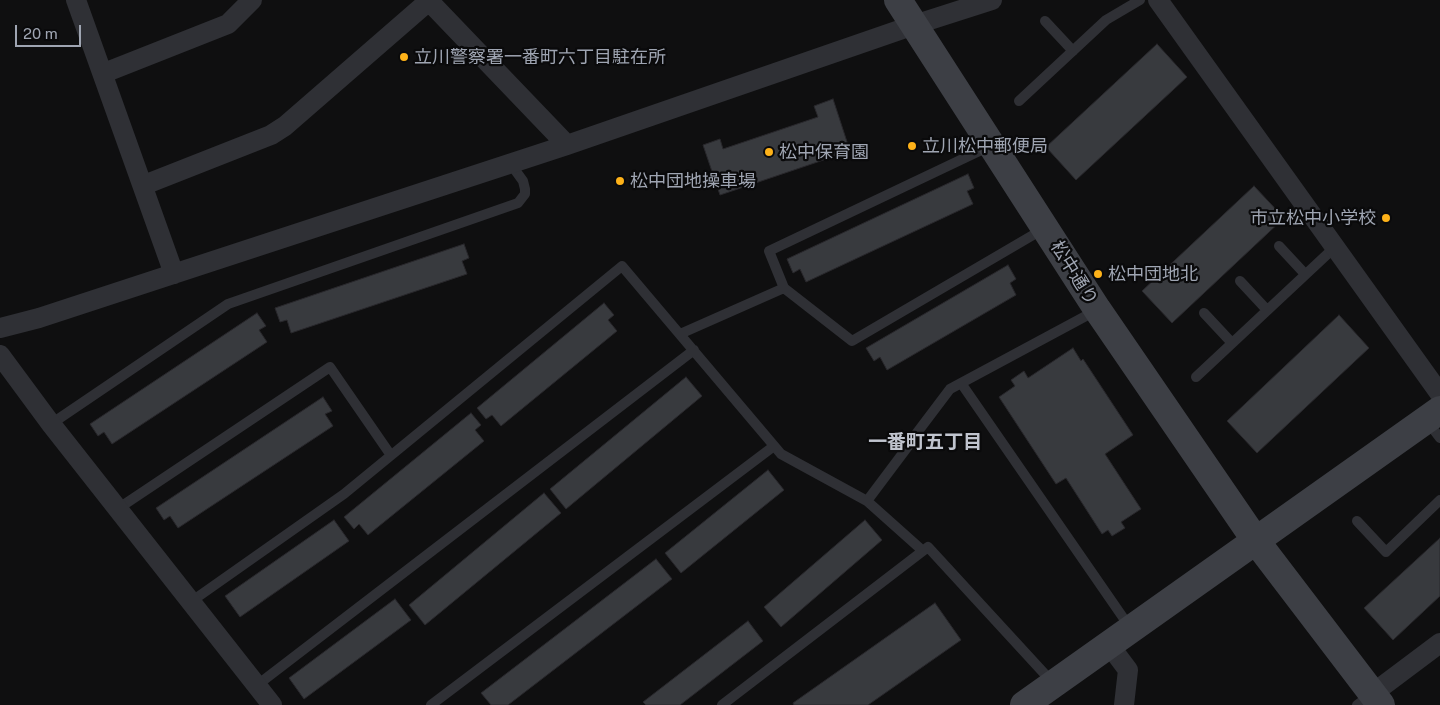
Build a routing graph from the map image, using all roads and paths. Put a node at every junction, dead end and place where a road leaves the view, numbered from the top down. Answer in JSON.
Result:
{"nodes":[{"id":1,"x":76,"y":0,"type":"edge"},
{"id":2,"x":252,"y":0,"type":"edge"},
{"id":3,"x":429,"y":0,"type":"edge"},
{"id":4,"x":898,"y":0,"type":"edge"},
{"id":5,"x":992,"y":0,"type":"edge"},
{"id":6,"x":1140,"y":0,"type":"edge"},
{"id":7,"x":1158,"y":0,"type":"edge"},
{"id":8,"x":1044,"y":21,"type":"dead end"},
{"id":9,"x":914,"y":25,"type":"junction"},
{"id":10,"x":1073,"y":51,"type":"junction"},
{"id":11,"x":104,"y":73,"type":"junction"},
{"id":12,"x":1019,"y":101,"type":"dead end"},
{"id":13,"x":567,"y":145,"type":"junction"},
{"id":14,"x":993,"y":145,"type":"junction"},
{"id":15,"x":510,"y":163,"type":"junction"},
{"id":16,"x":144,"y":185,"type":"junction"},
{"id":17,"x":1046,"y":227,"type":"junction"},
{"id":18,"x":1279,"y":246,"type":"dead end"},
{"id":19,"x":1335,"y":246,"type":"junction"},
{"id":20,"x":174,"y":274,"type":"junction"},
{"id":21,"x":1305,"y":274,"type":"junction"},
{"id":22,"x":1240,"y":281,"type":"dead end"},
{"id":23,"x":784,"y":288,"type":"junction"},
{"id":24,"x":1097,"y":310,"type":"junction"},
{"id":25,"x":1267,"y":310,"type":"junction"},
{"id":26,"x":1204,"y":313,"type":"dead end"},
{"id":27,"x":0,"y":328,"type":"edge"},
{"id":28,"x":680,"y":334,"type":"junction"},
{"id":29,"x":1232,"y":343,"type":"junction"},
{"id":30,"x":694,"y":350,"type":"junction"},
{"id":31,"x":0,"y":355,"type":"edge"},
{"id":32,"x":1196,"y":377,"type":"dead end"},
{"id":33,"x":961,"y":383,"type":"junction"},
{"id":34,"x":1440,"y":394,"type":"edge"},
{"id":35,"x":1435,"y":423,"type":"edge"},
{"id":36,"x":51,"y":424,"type":"junction"},
{"id":37,"x":774,"y":446,"type":"junction"},
{"id":38,"x":390,"y":454,"type":"junction"},
{"id":39,"x":1440,"y":500,"type":"edge"},
{"id":40,"x":867,"y":502,"type":"junction"},
{"id":41,"x":119,"y":508,"type":"junction"},
{"id":42,"x":1357,"y":521,"type":"dead end"},
{"id":43,"x":1256,"y":541,"type":"junction"},
{"id":44,"x":923,"y":551,"type":"junction"},
{"id":45,"x":192,"y":601,"type":"junction"},
{"id":46,"x":1121,"y":638,"type":"junction"},
{"id":47,"x":1440,"y":643,"type":"edge"},
{"id":48,"x":1054,"y":684,"type":"junction"},
{"id":49,"x":256,"y":686,"type":"junction"},
{"id":50,"x":1370,"y":701,"type":"edge"},
{"id":51,"x":272,"y":705,"type":"edge"},
{"id":52,"x":431,"y":705,"type":"edge"},
{"id":53,"x":722,"y":705,"type":"edge"},
{"id":54,"x":1024,"y":705,"type":"edge"},
{"id":55,"x":1124,"y":705,"type":"edge"}],
"edges":[{"from":1,"to":11,"type":"street"},
{"from":2,"to":11,"type":"street"},
{"from":3,"to":13,"type":"street"},
{"from":3,"to":16,"type":"street"},
{"from":4,"to":9,"type":"street","name":"松中通り"},
{"from":5,"to":9,"type":"street"},
{"from":6,"to":10,"type":"lane"},
{"from":7,"to":19,"type":"street"},
{"from":8,"to":10,"type":"lane"},
{"from":9,"to":13,"type":"street"},
{"from":9,"to":14,"type":"street","name":"松中通り"},
{"from":10,"to":12,"type":"lane"},
{"from":11,"to":16,"type":"street"},
{"from":13,"to":15,"type":"street"},
{"from":14,"to":17,"type":"street","name":"松中通り"},
{"from":14,"to":23,"type":"lane"},
{"from":15,"to":20,"type":"street"},
{"from":15,"to":36,"type":"lane"},
{"from":16,"to":20,"type":"street"},
{"from":17,"to":23,"type":"lane"},
{"from":17,"to":24,"type":"street","name":"松中通り"},
{"from":18,"to":21,"type":"lane"},
{"from":19,"to":21,"type":"lane"},
{"from":19,"to":34,"type":"street"},
{"from":20,"to":27,"type":"street"},
{"from":21,"to":25,"type":"lane"},
{"from":22,"to":25,"type":"lane"},
{"from":23,"to":28,"type":"lane"},
{"from":24,"to":33,"type":"lane"},
{"from":24,"to":43,"type":"street","name":"松中通り"},
{"from":25,"to":29,"type":"lane"},
{"from":26,"to":29,"type":"lane"},
{"from":28,"to":30,"type":"lane"},
{"from":28,"to":38,"type":"lane"},
{"from":29,"to":32,"type":"lane"},
{"from":30,"to":37,"type":"lane"},
{"from":30,"to":49,"type":"lane"},
{"from":31,"to":36,"type":"street"},
{"from":33,"to":40,"type":"lane"},
{"from":33,"to":46,"type":"lane"},
{"from":35,"to":43,"type":"street"},
{"from":36,"to":41,"type":"street"},
{"from":37,"to":40,"type":"lane"},
{"from":37,"to":52,"type":"lane"},
{"from":38,"to":41,"type":"lane"},
{"from":38,"to":45,"type":"lane"},
{"from":39,"to":42,"type":"lane"},
{"from":40,"to":44,"type":"lane"},
{"from":41,"to":45,"type":"street"},
{"from":43,"to":46,"type":"street"},
{"from":43,"to":50,"type":"street","name":"松中通り"},
{"from":44,"to":48,"type":"lane"},
{"from":44,"to":53,"type":"lane"},
{"from":45,"to":49,"type":"street"},
{"from":46,"to":48,"type":"street"},
{"from":46,"to":55,"type":"street"},
{"from":47,"to":50,"type":"street"},
{"from":48,"to":54,"type":"street"},
{"from":49,"to":51,"type":"street"}]}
────────────────────
Find the word "dead" in the entries, then copy out every line that has it.

Build a routing graph from the map image, using all roads and paths. Put a node at every junction, dead end and place where a road leaves the view, numbered from the top down. Answer in JSON.
{"id":8,"x":1044,"y":21,"type":"dead end"},
{"id":12,"x":1019,"y":101,"type":"dead end"},
{"id":18,"x":1279,"y":246,"type":"dead end"},
{"id":22,"x":1240,"y":281,"type":"dead end"},
{"id":26,"x":1204,"y":313,"type":"dead end"},
{"id":32,"x":1196,"y":377,"type":"dead end"},
{"id":42,"x":1357,"y":521,"type":"dead end"},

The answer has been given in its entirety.